__THE PROBLEM__: Pick every line out of the entries below that holds the string "رئیسی", and report them.

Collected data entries
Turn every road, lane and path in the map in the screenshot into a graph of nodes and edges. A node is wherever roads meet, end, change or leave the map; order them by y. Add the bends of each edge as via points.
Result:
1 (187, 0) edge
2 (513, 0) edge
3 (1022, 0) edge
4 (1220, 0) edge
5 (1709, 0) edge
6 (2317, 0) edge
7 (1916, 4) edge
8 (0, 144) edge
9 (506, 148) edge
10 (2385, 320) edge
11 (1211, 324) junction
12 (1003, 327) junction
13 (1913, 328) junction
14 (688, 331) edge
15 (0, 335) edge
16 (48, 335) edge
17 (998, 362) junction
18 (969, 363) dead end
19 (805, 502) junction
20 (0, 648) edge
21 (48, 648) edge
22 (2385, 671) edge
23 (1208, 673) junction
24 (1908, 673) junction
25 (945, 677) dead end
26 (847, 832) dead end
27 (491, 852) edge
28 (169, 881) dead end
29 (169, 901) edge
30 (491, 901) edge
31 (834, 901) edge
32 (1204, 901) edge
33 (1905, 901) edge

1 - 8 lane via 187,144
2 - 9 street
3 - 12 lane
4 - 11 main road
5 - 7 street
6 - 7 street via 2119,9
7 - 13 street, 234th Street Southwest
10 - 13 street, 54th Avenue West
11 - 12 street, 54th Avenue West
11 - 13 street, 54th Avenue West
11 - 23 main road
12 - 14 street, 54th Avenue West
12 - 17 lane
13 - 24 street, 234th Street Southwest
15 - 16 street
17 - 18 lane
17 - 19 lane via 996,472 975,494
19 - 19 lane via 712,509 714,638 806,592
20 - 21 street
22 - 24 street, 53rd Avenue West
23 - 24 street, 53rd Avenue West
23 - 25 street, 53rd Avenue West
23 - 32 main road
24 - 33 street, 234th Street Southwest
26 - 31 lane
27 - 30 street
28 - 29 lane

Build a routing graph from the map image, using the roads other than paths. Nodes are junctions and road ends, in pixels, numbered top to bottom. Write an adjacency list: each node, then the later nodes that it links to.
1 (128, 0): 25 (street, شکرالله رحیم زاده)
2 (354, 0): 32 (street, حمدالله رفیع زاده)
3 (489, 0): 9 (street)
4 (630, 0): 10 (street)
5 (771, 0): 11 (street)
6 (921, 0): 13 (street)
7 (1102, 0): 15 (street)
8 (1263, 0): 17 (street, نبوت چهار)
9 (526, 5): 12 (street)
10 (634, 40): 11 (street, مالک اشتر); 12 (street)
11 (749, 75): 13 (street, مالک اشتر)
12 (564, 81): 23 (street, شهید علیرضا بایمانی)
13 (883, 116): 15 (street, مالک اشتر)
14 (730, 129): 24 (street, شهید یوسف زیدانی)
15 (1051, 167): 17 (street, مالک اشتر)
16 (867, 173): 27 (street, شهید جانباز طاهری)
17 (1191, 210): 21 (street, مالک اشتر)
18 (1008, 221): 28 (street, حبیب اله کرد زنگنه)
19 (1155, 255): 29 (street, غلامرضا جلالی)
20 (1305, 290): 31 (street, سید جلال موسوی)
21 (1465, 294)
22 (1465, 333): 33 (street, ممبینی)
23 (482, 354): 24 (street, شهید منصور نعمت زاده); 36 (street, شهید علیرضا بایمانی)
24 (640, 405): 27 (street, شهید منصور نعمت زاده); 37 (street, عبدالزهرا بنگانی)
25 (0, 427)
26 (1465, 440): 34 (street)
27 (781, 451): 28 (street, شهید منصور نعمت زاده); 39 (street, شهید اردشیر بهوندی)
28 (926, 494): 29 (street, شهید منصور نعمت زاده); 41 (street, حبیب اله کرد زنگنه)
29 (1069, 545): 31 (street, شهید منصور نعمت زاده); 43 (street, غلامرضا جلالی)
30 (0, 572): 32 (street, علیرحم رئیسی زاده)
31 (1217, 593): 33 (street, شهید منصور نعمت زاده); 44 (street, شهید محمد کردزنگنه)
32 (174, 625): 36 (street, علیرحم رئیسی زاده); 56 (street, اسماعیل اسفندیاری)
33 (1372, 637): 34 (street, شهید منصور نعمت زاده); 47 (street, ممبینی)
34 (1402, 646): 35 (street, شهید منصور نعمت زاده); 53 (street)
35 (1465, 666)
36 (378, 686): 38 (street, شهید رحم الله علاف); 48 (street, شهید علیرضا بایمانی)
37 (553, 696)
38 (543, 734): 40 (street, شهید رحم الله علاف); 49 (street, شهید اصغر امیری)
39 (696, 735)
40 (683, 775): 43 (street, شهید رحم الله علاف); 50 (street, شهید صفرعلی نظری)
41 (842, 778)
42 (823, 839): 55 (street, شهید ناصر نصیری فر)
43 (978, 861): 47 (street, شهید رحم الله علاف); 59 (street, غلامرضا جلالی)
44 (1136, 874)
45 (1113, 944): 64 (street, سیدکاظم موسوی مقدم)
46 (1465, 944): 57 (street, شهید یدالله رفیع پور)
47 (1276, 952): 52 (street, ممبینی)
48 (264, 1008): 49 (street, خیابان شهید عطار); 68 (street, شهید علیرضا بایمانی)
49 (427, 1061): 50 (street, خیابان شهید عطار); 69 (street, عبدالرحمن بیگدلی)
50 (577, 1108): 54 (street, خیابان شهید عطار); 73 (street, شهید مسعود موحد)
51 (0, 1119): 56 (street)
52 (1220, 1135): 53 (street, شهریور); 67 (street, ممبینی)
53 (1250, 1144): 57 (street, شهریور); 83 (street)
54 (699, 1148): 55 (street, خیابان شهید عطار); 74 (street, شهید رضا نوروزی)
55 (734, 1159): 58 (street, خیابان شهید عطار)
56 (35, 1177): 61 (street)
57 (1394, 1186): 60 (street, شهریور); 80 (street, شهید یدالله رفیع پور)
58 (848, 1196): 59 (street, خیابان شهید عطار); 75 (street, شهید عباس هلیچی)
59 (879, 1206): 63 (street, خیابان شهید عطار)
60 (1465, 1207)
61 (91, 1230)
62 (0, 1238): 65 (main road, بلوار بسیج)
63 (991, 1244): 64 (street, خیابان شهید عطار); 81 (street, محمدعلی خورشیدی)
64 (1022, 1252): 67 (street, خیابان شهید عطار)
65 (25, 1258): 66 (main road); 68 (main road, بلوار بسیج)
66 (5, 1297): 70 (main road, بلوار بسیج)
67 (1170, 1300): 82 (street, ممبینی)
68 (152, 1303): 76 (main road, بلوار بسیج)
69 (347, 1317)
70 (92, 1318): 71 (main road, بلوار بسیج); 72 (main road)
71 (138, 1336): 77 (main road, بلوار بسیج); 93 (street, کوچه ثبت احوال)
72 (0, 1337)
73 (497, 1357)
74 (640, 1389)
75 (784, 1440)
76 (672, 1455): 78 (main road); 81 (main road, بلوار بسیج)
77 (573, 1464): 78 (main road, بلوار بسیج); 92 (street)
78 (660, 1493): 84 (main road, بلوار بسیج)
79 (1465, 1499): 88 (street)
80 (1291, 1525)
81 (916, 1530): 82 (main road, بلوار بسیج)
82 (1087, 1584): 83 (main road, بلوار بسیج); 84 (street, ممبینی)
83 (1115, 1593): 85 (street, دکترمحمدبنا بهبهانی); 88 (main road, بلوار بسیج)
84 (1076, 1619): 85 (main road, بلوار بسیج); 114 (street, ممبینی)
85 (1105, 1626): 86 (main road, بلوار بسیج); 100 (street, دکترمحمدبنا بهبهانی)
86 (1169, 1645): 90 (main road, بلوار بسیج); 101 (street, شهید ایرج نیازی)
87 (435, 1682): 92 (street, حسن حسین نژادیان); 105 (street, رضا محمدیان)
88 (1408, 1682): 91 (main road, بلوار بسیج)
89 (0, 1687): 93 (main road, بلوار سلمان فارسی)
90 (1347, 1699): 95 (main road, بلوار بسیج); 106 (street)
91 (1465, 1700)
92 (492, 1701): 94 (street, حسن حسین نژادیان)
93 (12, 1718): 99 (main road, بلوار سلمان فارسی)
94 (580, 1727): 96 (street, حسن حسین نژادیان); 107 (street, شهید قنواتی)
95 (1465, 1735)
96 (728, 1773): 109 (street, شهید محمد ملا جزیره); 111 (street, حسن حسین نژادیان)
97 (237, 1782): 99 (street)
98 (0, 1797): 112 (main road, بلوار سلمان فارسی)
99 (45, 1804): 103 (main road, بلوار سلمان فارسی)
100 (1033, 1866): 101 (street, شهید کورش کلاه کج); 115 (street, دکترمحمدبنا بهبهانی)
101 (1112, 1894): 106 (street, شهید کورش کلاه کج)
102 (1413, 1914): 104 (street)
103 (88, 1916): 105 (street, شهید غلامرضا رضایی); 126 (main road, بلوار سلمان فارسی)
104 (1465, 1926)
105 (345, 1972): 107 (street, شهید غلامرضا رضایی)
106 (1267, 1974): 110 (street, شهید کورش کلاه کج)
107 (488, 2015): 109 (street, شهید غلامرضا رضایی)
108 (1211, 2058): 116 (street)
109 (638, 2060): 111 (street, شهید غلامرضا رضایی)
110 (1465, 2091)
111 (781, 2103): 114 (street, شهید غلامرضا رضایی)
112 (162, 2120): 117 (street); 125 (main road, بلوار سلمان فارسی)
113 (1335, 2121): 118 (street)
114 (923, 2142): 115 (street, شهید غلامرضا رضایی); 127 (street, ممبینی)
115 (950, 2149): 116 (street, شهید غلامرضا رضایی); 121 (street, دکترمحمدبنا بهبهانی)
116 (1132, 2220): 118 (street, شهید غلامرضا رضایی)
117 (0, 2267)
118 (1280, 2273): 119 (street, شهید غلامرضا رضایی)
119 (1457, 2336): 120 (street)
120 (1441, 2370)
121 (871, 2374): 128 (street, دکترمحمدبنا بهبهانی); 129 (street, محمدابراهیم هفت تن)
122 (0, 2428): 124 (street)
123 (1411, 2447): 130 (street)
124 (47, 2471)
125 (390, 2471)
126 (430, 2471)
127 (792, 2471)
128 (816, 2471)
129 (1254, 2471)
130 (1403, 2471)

__TASK RESPONSE__:
30 (0, 572): 32 (street, علیرحم رئیسی زاده)
32 (174, 625): 36 (street, علیرحم رئیسی زاده); 56 (street, اسماعیل اسفندیاری)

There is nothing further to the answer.